Her lips parted on a quick breath. Had she really heard him say that?

His arms drew her closer. “One day at a time—isn’t that your mantra?” he teased. “It works for me, too. But I can’t live on leftover passion,” he added at her ear. “After all, we have to have something to look forward to.” He rolled her over and kissed her hungrily. “Feast after famine,” he whispered into her softly swollen mouth. “And I fear we’ve feasted too enthusiastically. Again.”

She looked up at him with warm, loving eyes. “I don’t care,” she said huskily. “It’s worth it.”

He brushed the damp hair away from her face. “I don’t like hurting you,” he said seriously. “I have to learn to be less enthusiastic when we’re together. I’m sorry. I should have stopped sooner.”

“I didn’t want to stop and you didn’t hurt me,” she denied, her arms wreathed around his neck. “I love being with you like this. I love it that you want me so much.” She swallowed, hard, and lowered her eyes to his chest. “I want you...all the time,” she confessed, her voice so soft that he had to strain to hear it.

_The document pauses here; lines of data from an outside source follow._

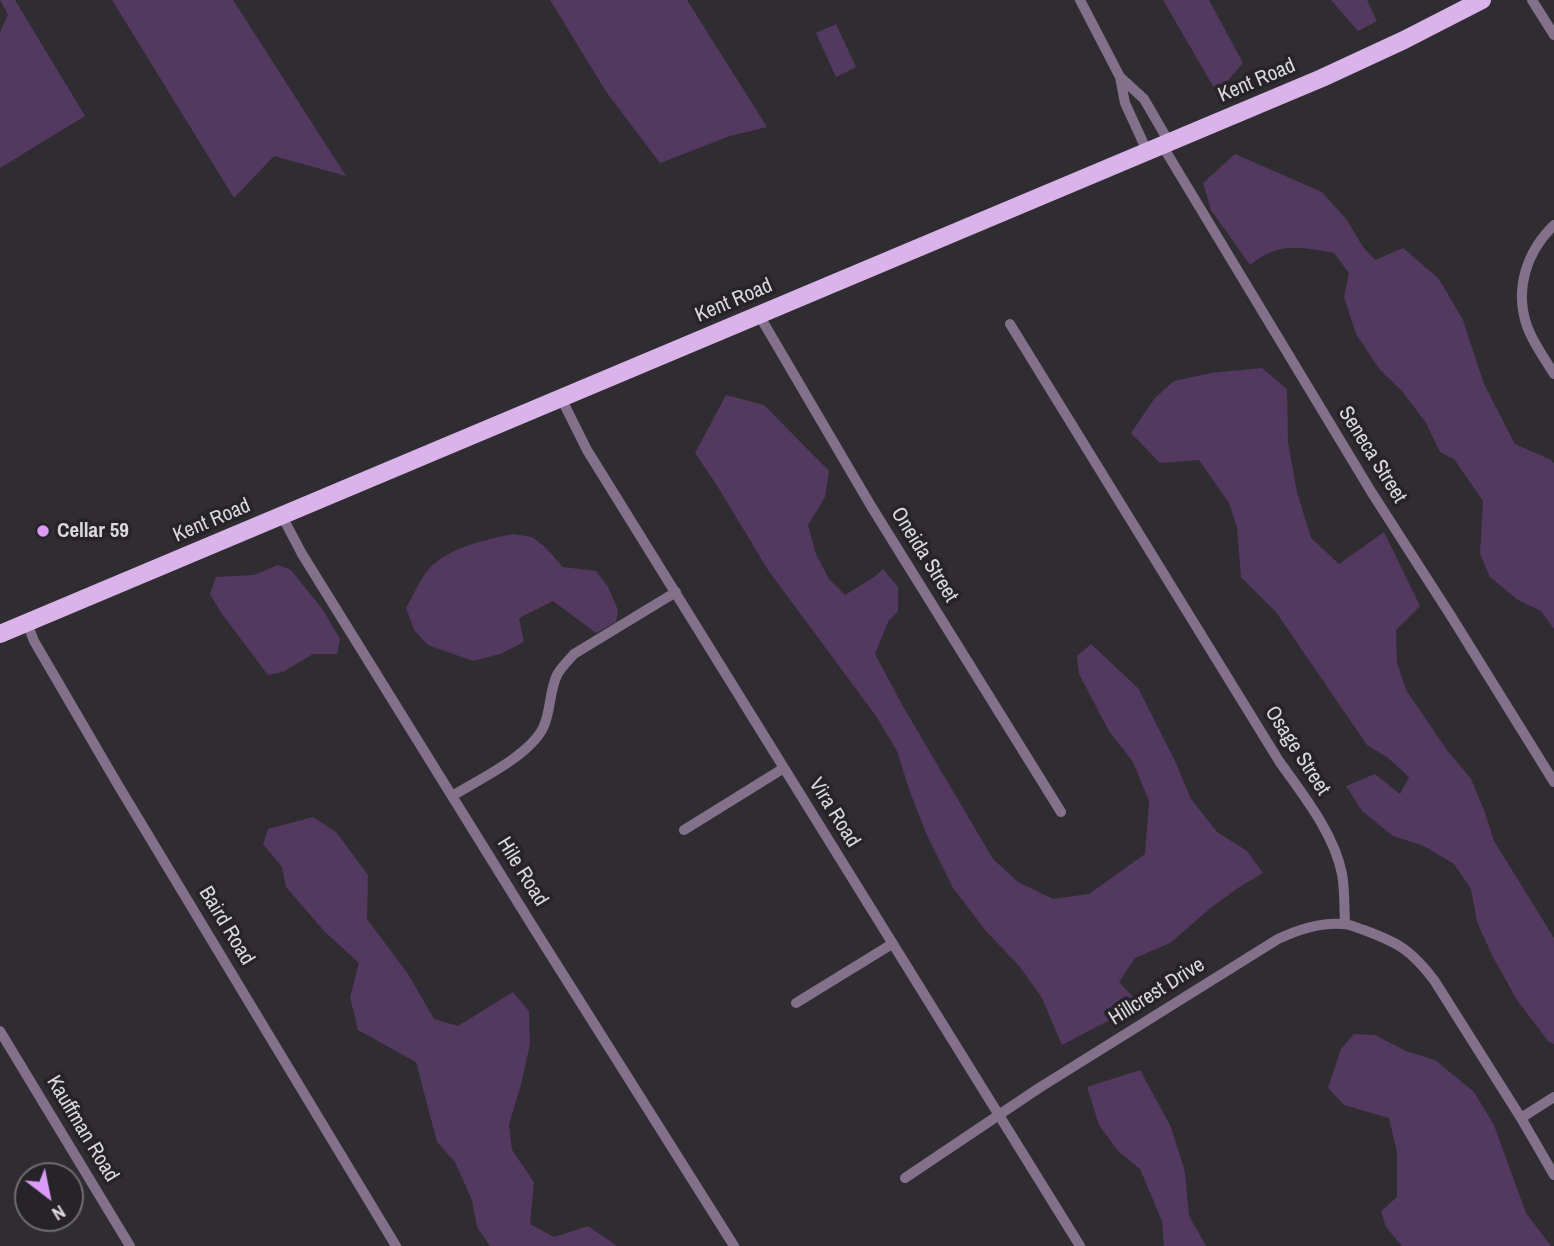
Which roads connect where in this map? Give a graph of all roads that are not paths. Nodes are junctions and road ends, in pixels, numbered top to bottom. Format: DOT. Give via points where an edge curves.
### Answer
graph roads {
  1 [pos="1080,0"];
  2 [pos="1482,0"];
  3 [pos="1532,0"];
  4 [pos="1554,35"];
  5 [pos="1120,77"];
  6 [pos="1159,146"];
  7 [pos="1554,225"];
  8 [pos="759,315"];
  9 [pos="1010,324"];
  10 [pos="1554,374"];
  11 [pos="561,398"];
  12 [pos="282,516"];
  13 [pos="676,592"];
  14 [pos="27,623"];
  15 [pos="0,634"];
  16 [pos="784,768"];
  17 [pos="1554,782"];
  18 [pos="452,796"];
  19 [pos="1061,812"];
  20 [pos="684,830"];
  21 [pos="1345,923"];
  22 [pos="892,944"];
  23 [pos="796,1003"];
  24 [pos="0,1031"];
  25 [pos="1554,1097"];
  26 [pos="999,1116"];
  27 [pos="1521,1118"];
  28 [pos="1554,1175"];
  29 [pos="905,1178"];
  30 [pos="130,1246"];
  31 [pos="396,1246"];
  32 [pos="734,1246"];
  33 [pos="1080,1246"];
  1 -- 5 [label="street"];
  2 -- 6 [label="main road, Kent Road" via="1361,61"];
  3 -- 4 [label="street"];
  5 -- 6 [label="street" via="1125,103"];
  5 -- 6 [label="street" via="1144,99"];
  6 -- 8 [label="main road, Kent Road"];
  6 -- 17 [label="street, Seneca Street"];
  7 -- 10 [label="street" via="1529,258 1522,291 1527,325"];
  8 -- 11 [label="main road, Kent Road"];
  8 -- 19 [label="street, Oneida Street"];
  9 -- 21 [label="street, Osage Street" via="1334,846 1343,877"];
  11 -- 12 [label="main road, Kent Road"];
  11 -- 13 [label="street, Vira Road" via="587,450"];
  12 -- 14 [label="main road, Kent Road"];
  12 -- 18 [label="street, Hile Road"];
  13 -- 16 [label="street, Vira Road"];
  13 -- 18 [label="street" via="574,654 557,674 547,716 535,740"];
  14 -- 15 [label="main road, Kent Road"];
  14 -- 31 [label="street, Baird Road" via="118,785"];
  16 -- 20 [label="street"];
  16 -- 22 [label="street, Vira Road"];
  18 -- 32 [label="street, Hile Road"];
  21 -- 26 [label="street, Hillcrest Drive" via="1279,939"];
  21 -- 27 [label="street" via="1396,943 1421,964"];
  22 -- 23 [label="street"];
  22 -- 26 [label="street, Vira Road"];
  24 -- 30 [label="street, Kauffman Road"];
  25 -- 27 [label="street"];
  26 -- 29 [label="street, Hillcrest Drive"];
  26 -- 33 [label="street, Vira Road"];
  27 -- 28 [label="street"];
}
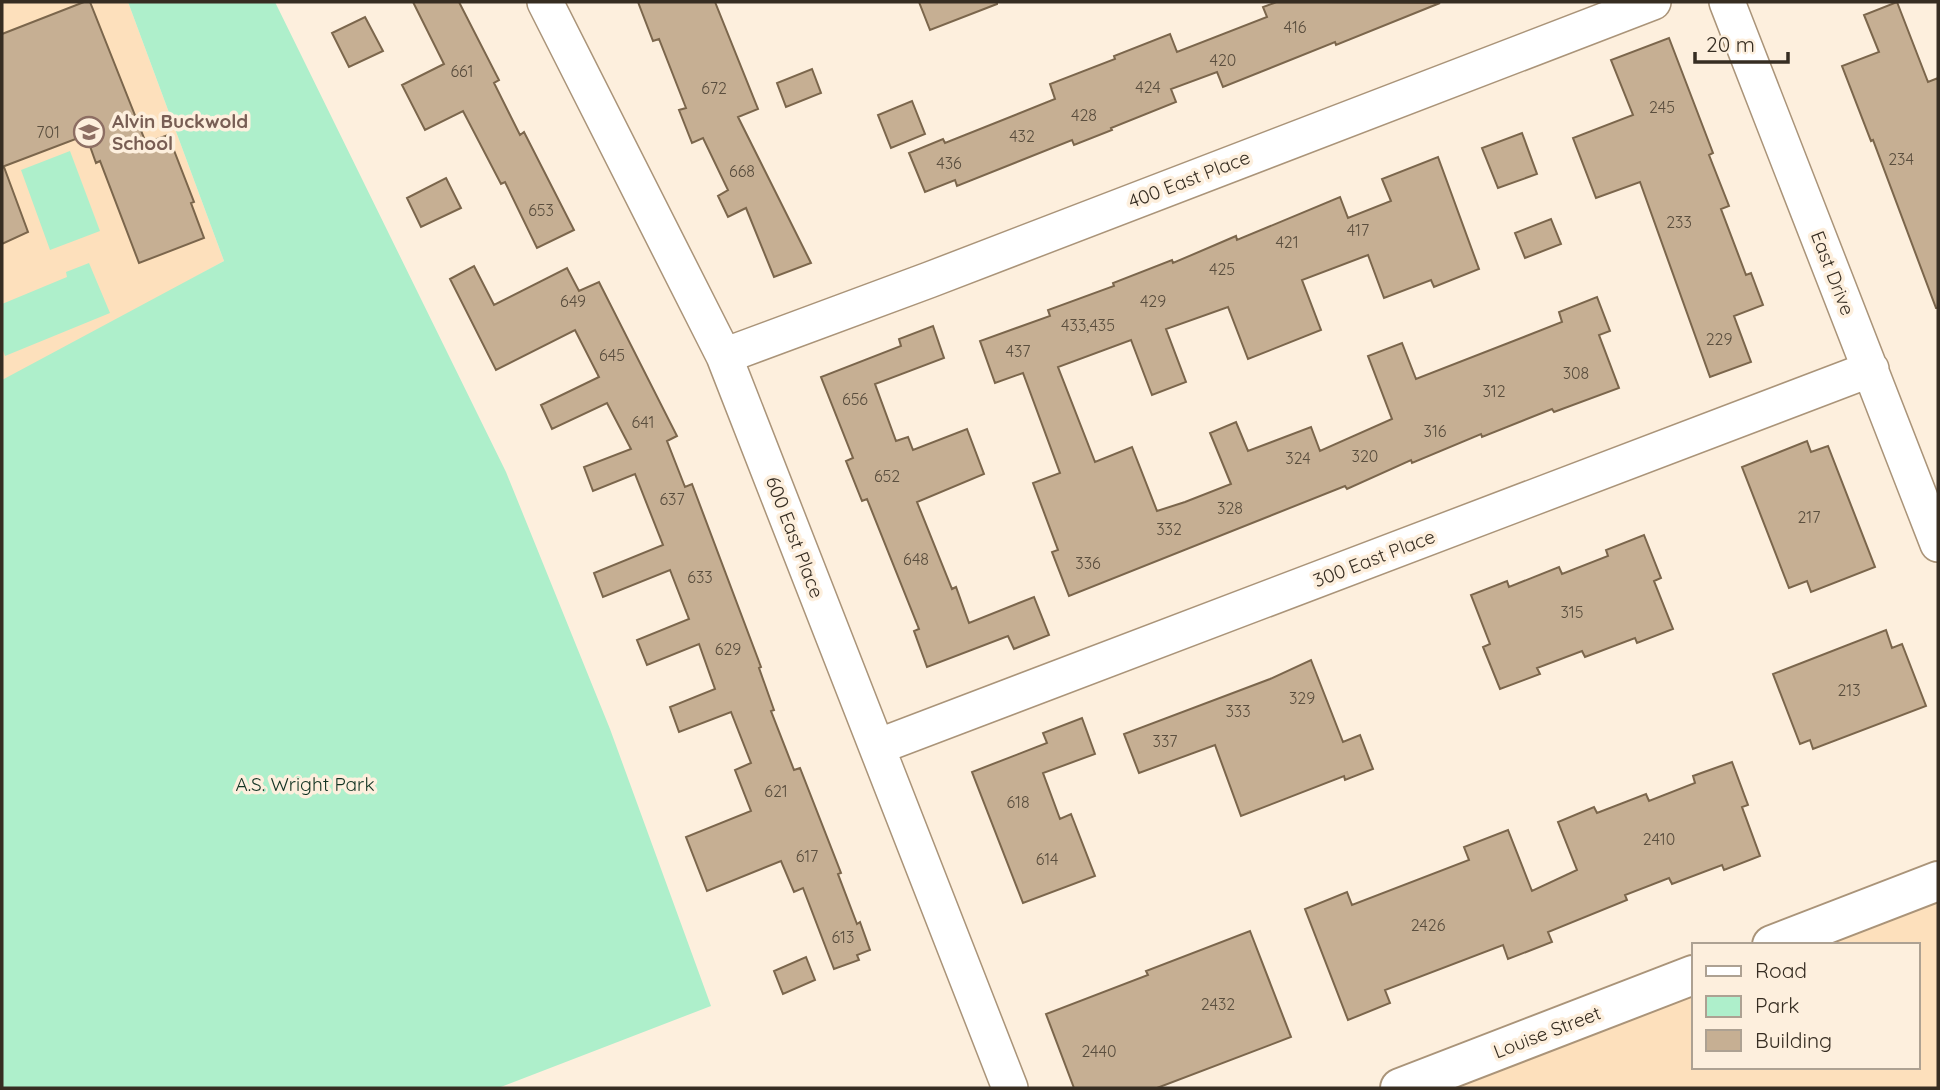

He groaned as he bent to her mouth and kissed her with a tender intensity that made tears spring in her eyes. “It’s like that with me, too,” he whispered. “Even when you’re not with me, you’re still with me.”

“Yes.”

He wrapped her up tight and just held her for the longest time. He couldn’t conceive of a life without her. But she had a unique talent, one that she’d spent her whole life nurturing so that she could sing at the Met. It wasn’t fair to her to keep her here like this, with no commitment, to...use her.

He hated the way that sounded. He really wasn’t using her. He adored her. She’d become as necessary to him as breathing. But he kept his feelings hidden, under control. He didn’t want to influence her choices. She should be free to do what she wanted with her life.

Maybe one day he’d have a chance to keep her, somewhere down the line. But he couldn’t force her to choose a life with him, not with all their differences. He felt guilty that he’d pushed it like this, that he hadn’t been able to resist her.

He really hadn’t. He’d ached for her, and not just for a few weeks. Ever since his first sight of her, he’d been obsessed with her. She was the icing on the cake, the angel on top of the Christmas tree. She was...the whole world.

But he couldn’t tell her that. It wasn’t fair. Right now, she was caught up in her first love affair, and she was saturated with hunger for him. It would wear off, as obsessions did. Then where would they be? She had opera, which was her life’s work.

He had...well, he had work, too. But his work would never make up for the lack of Odalie in his life.

Even if opera would make up for the lack of him in her life. It was something that had to be faced.

But not right now. Not today.

He rolled onto his side and curled her soft body into his. And they fell asleep, with nothing resolved.